Je doute que personne puisse lire ou entendre sans pleurer le récit de telles épreuves. Pour moi, il a renouvelé mes douleurs avec d’autant plus de violence que le détail en était plus exact et plus expressif ; que dis-je ? il les a augmentées en me montrant vos périls toujours croissants. Voilà donc tout votre troupeau réduit à trembler pour votre vie, et chaque jour nos cœurs émus, nos poitrines palpitantes attendent pour dernier coup la nouvelle de votre mort.

Aussi nous vous en conjurons, au nom de celui qui, pour son service, semble encore vous couvrir de sa protection ; au nom du Christ, dont nous sommes, ainsi que de vous-même, les bien petites servantes, daignez nous écrire fréquemment et nous dire les orages au sein desquels vous êtes encore ballotté ; que nous du moins, qui vous restons seules au monde, nous puissions partager vos peines et vos joies. D’ordinaire, la sympathie est un allégement à la douleur, et tout fardeau qui pèse sur plusieurs est plus léger à soutenir, plus facile à porter. Que si la tempête vient à se calmer un peu, hâtez-vous d’autant plus d’écrire que les nouvelles seront plus agréables à recevoir. Mais, quel que soit l’objet de vos lettres, elles ne peuvent manquer de nous faire un grand bien, par cela seul qu’elles seront une preuve que vous ne nous oubliez pas.
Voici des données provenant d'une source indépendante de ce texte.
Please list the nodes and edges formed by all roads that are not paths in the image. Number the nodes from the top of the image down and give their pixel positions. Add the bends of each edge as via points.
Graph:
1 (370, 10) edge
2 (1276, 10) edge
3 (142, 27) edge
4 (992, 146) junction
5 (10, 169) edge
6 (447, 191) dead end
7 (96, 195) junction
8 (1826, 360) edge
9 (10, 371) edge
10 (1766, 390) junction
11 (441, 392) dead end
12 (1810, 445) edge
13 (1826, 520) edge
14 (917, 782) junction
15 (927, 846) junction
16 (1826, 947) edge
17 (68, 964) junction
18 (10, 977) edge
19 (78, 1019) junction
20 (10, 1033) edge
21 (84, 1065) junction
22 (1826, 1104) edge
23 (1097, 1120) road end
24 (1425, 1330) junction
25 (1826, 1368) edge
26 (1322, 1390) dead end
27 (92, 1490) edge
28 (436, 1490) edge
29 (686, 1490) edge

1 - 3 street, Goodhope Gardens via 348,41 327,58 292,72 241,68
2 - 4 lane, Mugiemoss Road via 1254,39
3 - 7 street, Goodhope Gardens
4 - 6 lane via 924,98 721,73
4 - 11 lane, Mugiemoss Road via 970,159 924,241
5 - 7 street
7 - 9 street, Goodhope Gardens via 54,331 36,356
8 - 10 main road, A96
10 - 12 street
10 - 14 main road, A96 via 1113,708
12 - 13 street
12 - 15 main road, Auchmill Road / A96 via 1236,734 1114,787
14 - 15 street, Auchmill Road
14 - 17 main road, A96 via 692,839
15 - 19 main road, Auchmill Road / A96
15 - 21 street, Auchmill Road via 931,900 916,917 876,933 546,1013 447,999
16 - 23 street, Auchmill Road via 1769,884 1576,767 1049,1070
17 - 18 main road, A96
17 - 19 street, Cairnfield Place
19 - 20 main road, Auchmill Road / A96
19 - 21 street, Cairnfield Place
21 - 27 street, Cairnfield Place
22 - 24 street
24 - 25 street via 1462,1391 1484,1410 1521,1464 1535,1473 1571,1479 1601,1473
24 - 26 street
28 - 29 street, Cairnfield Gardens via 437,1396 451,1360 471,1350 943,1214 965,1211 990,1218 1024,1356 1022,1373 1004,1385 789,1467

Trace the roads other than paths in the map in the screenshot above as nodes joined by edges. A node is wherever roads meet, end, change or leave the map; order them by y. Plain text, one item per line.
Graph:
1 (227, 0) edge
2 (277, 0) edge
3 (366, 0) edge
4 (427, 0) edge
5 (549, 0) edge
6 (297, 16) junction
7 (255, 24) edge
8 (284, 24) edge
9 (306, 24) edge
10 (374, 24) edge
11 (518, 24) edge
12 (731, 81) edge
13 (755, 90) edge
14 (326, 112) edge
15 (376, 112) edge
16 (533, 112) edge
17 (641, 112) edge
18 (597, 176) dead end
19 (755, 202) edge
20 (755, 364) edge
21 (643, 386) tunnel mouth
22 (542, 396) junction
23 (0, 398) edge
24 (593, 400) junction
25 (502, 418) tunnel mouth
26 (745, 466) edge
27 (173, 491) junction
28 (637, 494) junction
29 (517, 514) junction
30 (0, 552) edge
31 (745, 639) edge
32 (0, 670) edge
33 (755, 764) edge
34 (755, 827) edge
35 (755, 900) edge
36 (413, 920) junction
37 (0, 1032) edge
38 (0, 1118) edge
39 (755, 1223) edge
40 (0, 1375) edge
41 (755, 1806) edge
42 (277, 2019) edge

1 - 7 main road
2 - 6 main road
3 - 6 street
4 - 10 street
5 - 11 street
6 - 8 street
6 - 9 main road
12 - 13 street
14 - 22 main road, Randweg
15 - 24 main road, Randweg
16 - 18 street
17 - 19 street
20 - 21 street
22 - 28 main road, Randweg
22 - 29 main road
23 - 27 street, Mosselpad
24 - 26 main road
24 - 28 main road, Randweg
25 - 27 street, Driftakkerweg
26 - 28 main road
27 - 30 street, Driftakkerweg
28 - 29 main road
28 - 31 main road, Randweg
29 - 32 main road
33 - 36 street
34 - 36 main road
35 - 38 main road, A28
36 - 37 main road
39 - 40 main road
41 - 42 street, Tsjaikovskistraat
II. Combien sont agréables à recevoir les lettres d’un ami absent, Sénèque nous l’enseigne par son propre exemple dans le passage où il écrit à Lucilius : Vous m’écrivez souvent, et je vous en remercie ; vous vous montrez ainsi à moi de la seule manière qui vous soit possible ; je ne reçois jamais une de vos lettres qu’aussitôt nous ne soyons ensemble. Si les portraits de nos amis absents nous sont doux, s’ils ravivent leur souvenir, et, — vaine et trompeuse consolation,— allègent le regret de leur absence, combien plus douces sont les lettres qui nous apportent l’empreinte véritable de l’ami absent. » Grâce à Dieu, ce moyen vous reste encore de nous rendre votre présence ; l’envie ne vous l’interdit pas ; rien ne s’y oppose : que ce ne soit point de vous, je vous en supplie, que viennent les négligences et les retards.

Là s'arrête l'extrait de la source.